DATA EXCERPTS Block Start

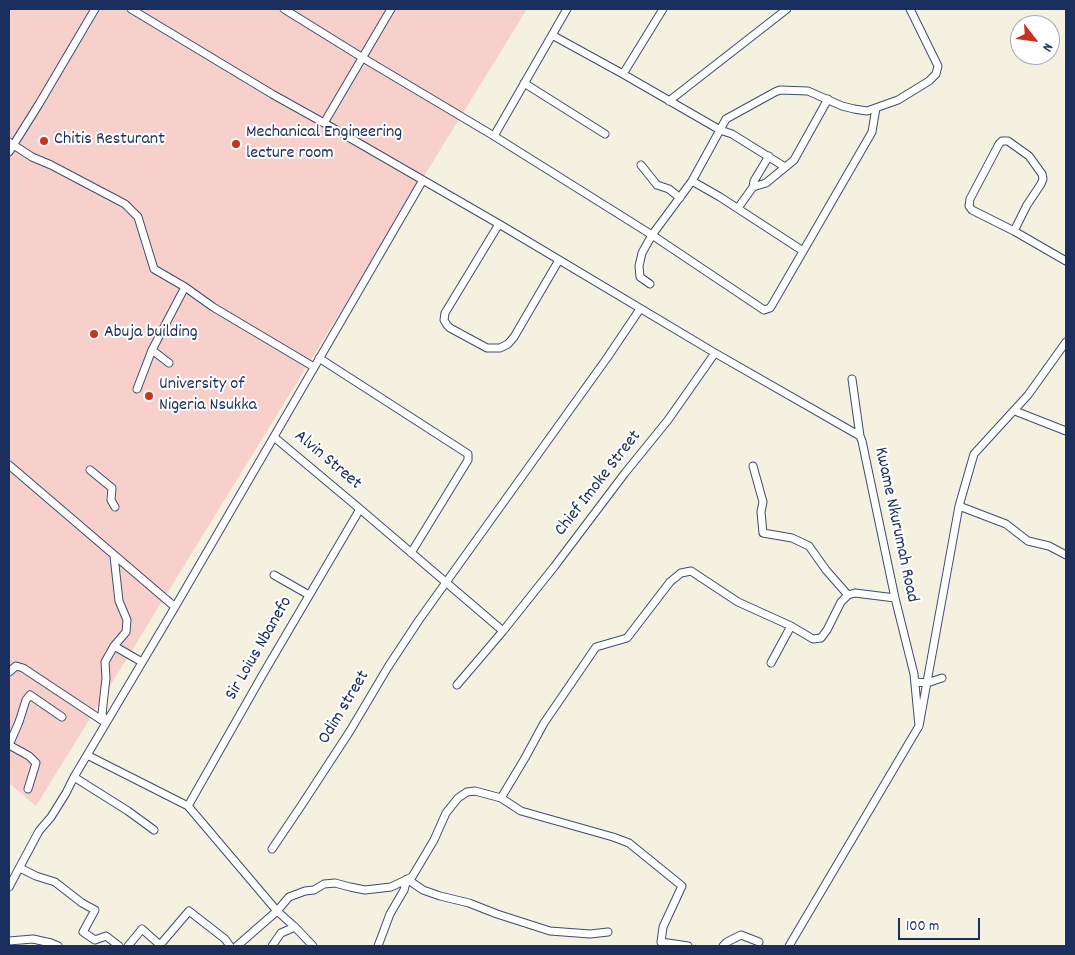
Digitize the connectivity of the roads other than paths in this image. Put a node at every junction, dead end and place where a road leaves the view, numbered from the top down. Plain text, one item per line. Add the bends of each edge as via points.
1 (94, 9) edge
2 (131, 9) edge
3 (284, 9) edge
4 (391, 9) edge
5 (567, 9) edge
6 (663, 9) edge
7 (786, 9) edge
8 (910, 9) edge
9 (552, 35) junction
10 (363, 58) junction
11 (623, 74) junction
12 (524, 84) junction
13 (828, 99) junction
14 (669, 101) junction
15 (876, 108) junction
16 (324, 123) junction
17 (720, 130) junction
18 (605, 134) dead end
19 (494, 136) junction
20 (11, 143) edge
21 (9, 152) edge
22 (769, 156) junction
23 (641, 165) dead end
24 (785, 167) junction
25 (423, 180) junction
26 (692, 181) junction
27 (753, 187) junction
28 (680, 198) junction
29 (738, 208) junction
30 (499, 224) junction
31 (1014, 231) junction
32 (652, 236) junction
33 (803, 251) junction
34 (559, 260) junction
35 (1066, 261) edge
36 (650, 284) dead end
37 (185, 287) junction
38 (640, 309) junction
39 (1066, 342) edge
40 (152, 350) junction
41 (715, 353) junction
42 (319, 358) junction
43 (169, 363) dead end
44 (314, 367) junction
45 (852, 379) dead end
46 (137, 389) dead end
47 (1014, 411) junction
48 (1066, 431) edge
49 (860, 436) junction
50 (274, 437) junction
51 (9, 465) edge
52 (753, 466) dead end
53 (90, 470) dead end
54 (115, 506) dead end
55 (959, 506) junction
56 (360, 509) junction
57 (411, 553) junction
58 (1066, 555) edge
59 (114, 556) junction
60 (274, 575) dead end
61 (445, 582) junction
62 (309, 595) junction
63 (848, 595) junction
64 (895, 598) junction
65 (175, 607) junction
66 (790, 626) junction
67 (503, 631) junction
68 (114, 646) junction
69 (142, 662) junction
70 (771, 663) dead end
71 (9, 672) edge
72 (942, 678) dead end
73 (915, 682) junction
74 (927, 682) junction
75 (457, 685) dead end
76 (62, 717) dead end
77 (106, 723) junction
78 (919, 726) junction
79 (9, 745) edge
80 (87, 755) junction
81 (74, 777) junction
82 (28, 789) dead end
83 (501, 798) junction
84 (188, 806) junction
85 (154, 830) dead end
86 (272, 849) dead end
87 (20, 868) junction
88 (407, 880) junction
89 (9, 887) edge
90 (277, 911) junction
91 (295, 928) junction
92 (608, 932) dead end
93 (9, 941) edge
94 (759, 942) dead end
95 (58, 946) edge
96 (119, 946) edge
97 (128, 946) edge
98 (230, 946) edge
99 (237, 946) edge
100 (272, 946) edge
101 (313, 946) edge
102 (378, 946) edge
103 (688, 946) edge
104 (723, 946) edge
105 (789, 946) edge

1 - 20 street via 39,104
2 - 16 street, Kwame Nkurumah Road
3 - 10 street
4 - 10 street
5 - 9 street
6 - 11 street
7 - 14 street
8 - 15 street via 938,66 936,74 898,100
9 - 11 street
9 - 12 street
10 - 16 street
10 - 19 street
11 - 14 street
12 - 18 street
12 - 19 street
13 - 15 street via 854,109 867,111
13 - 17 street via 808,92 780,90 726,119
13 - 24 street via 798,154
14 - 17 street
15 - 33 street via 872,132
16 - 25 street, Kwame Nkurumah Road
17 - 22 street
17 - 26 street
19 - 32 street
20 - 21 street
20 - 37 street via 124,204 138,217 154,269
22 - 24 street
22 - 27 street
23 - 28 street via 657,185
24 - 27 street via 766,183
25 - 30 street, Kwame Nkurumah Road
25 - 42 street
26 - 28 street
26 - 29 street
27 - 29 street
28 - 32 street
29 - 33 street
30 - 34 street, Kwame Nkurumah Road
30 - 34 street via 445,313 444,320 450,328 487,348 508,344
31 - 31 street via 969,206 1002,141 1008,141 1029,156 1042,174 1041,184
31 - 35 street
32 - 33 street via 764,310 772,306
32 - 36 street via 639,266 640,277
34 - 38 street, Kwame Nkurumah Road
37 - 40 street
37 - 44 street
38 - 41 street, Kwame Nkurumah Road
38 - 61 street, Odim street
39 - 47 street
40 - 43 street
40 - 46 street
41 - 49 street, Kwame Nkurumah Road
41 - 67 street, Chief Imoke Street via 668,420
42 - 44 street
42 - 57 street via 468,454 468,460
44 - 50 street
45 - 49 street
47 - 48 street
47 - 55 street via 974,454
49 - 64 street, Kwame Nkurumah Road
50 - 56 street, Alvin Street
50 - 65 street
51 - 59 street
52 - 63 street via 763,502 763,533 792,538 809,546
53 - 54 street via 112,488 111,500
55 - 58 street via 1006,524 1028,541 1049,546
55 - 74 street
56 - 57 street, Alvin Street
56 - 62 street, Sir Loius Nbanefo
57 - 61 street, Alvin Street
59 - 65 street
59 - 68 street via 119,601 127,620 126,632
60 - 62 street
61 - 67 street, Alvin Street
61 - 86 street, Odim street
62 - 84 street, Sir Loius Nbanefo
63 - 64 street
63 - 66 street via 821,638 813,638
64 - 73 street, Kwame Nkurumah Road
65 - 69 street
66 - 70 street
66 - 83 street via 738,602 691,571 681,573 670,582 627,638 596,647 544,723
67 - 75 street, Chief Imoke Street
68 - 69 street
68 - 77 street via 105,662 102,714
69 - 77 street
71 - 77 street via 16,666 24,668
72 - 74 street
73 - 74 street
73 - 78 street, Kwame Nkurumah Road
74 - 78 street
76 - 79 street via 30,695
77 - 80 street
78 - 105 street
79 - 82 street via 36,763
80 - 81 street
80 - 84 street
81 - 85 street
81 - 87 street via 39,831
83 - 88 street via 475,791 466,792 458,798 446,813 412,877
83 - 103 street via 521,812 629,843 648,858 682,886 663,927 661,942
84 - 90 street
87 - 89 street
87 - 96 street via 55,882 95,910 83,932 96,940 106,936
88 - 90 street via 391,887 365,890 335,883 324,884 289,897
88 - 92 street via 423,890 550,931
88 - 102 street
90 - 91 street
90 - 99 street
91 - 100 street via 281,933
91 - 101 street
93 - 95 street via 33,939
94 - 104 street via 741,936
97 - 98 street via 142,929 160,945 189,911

DATA EXCERPTS Block End

_TO DO:_ Transcribe the entries word for word, without their pictures.

_EXERCISE RESPONSE:_
Digitize the connectivity of the roads other than paths in this image. Put a node at every junction, dead end and place where a road leaves the view, numbered from the top down. Plain text, one item per line. Add the bends of each edge as via points.
1 (94, 9) edge
2 (131, 9) edge
3 (284, 9) edge
4 (391, 9) edge
5 (567, 9) edge
6 (663, 9) edge
7 (786, 9) edge
8 (910, 9) edge
9 (552, 35) junction
10 (363, 58) junction
11 (623, 74) junction
12 (524, 84) junction
13 (828, 99) junction
14 (669, 101) junction
15 (876, 108) junction
16 (324, 123) junction
17 (720, 130) junction
18 (605, 134) dead end
19 (494, 136) junction
20 (11, 143) edge
21 (9, 152) edge
22 (769, 156) junction
23 (641, 165) dead end
24 (785, 167) junction
25 (423, 180) junction
26 (692, 181) junction
27 (753, 187) junction
28 (680, 198) junction
29 (738, 208) junction
30 (499, 224) junction
31 (1014, 231) junction
32 (652, 236) junction
33 (803, 251) junction
34 (559, 260) junction
35 (1066, 261) edge
36 (650, 284) dead end
37 (185, 287) junction
38 (640, 309) junction
39 (1066, 342) edge
40 (152, 350) junction
41 (715, 353) junction
42 (319, 358) junction
43 (169, 363) dead end
44 (314, 367) junction
45 (852, 379) dead end
46 (137, 389) dead end
47 (1014, 411) junction
48 (1066, 431) edge
49 (860, 436) junction
50 (274, 437) junction
51 (9, 465) edge
52 (753, 466) dead end
53 (90, 470) dead end
54 (115, 506) dead end
55 (959, 506) junction
56 (360, 509) junction
57 (411, 553) junction
58 (1066, 555) edge
59 (114, 556) junction
60 (274, 575) dead end
61 (445, 582) junction
62 (309, 595) junction
63 (848, 595) junction
64 (895, 598) junction
65 (175, 607) junction
66 (790, 626) junction
67 (503, 631) junction
68 (114, 646) junction
69 (142, 662) junction
70 (771, 663) dead end
71 (9, 672) edge
72 (942, 678) dead end
73 (915, 682) junction
74 (927, 682) junction
75 (457, 685) dead end
76 (62, 717) dead end
77 (106, 723) junction
78 (919, 726) junction
79 (9, 745) edge
80 (87, 755) junction
81 (74, 777) junction
82 (28, 789) dead end
83 (501, 798) junction
84 (188, 806) junction
85 (154, 830) dead end
86 (272, 849) dead end
87 (20, 868) junction
88 (407, 880) junction
89 (9, 887) edge
90 (277, 911) junction
91 (295, 928) junction
92 (608, 932) dead end
93 (9, 941) edge
94 (759, 942) dead end
95 (58, 946) edge
96 (119, 946) edge
97 (128, 946) edge
98 (230, 946) edge
99 (237, 946) edge
100 (272, 946) edge
101 (313, 946) edge
102 (378, 946) edge
103 (688, 946) edge
104 (723, 946) edge
105 (789, 946) edge

1 - 20 street via 39,104
2 - 16 street, Kwame Nkurumah Road
3 - 10 street
4 - 10 street
5 - 9 street
6 - 11 street
7 - 14 street
8 - 15 street via 938,66 936,74 898,100
9 - 11 street
9 - 12 street
10 - 16 street
10 - 19 street
11 - 14 street
12 - 18 street
12 - 19 street
13 - 15 street via 854,109 867,111
13 - 17 street via 808,92 780,90 726,119
13 - 24 street via 798,154
14 - 17 street
15 - 33 street via 872,132
16 - 25 street, Kwame Nkurumah Road
17 - 22 street
17 - 26 street
19 - 32 street
20 - 21 street
20 - 37 street via 124,204 138,217 154,269
22 - 24 street
22 - 27 street
23 - 28 street via 657,185
24 - 27 street via 766,183
25 - 30 street, Kwame Nkurumah Road
25 - 42 street
26 - 28 street
26 - 29 street
27 - 29 street
28 - 32 street
29 - 33 street
30 - 34 street, Kwame Nkurumah Road
30 - 34 street via 445,313 444,320 450,328 487,348 508,344
31 - 31 street via 969,206 1002,141 1008,141 1029,156 1042,174 1041,184
31 - 35 street
32 - 33 street via 764,310 772,306
32 - 36 street via 639,266 640,277
34 - 38 street, Kwame Nkurumah Road
37 - 40 street
37 - 44 street
38 - 41 street, Kwame Nkurumah Road
38 - 61 street, Odim street
39 - 47 street
40 - 43 street
40 - 46 street
41 - 49 street, Kwame Nkurumah Road
41 - 67 street, Chief Imoke Street via 668,420
42 - 44 street
42 - 57 street via 468,454 468,460
44 - 50 street
45 - 49 street
47 - 48 street
47 - 55 street via 974,454
49 - 64 street, Kwame Nkurumah Road
50 - 56 street, Alvin Street
50 - 65 street
51 - 59 street
52 - 63 street via 763,502 763,533 792,538 809,546
53 - 54 street via 112,488 111,500
55 - 58 street via 1006,524 1028,541 1049,546
55 - 74 street
56 - 57 street, Alvin Street
56 - 62 street, Sir Loius Nbanefo
57 - 61 street, Alvin Street
59 - 65 street
59 - 68 street via 119,601 127,620 126,632
60 - 62 street
61 - 67 street, Alvin Street
61 - 86 street, Odim street
62 - 84 street, Sir Loius Nbanefo
63 - 64 street
63 - 66 street via 821,638 813,638
64 - 73 street, Kwame Nkurumah Road
65 - 69 street
66 - 70 street
66 - 83 street via 738,602 691,571 681,573 670,582 627,638 596,647 544,723
67 - 75 street, Chief Imoke Street
68 - 69 street
68 - 77 street via 105,662 102,714
69 - 77 street
71 - 77 street via 16,666 24,668
72 - 74 street
73 - 74 street
73 - 78 street, Kwame Nkurumah Road
74 - 78 street
76 - 79 street via 30,695
77 - 80 street
78 - 105 street
79 - 82 street via 36,763
80 - 81 street
80 - 84 street
81 - 85 street
81 - 87 street via 39,831
83 - 88 street via 475,791 466,792 458,798 446,813 412,877
83 - 103 street via 521,812 629,843 648,858 682,886 663,927 661,942
84 - 90 street
87 - 89 street
87 - 96 street via 55,882 95,910 83,932 96,940 106,936
88 - 90 street via 391,887 365,890 335,883 324,884 289,897
88 - 92 street via 423,890 550,931
88 - 102 street
90 - 91 street
90 - 99 street
91 - 100 street via 281,933
91 - 101 street
93 - 95 street via 33,939
94 - 104 street via 741,936
97 - 98 street via 142,929 160,945 189,911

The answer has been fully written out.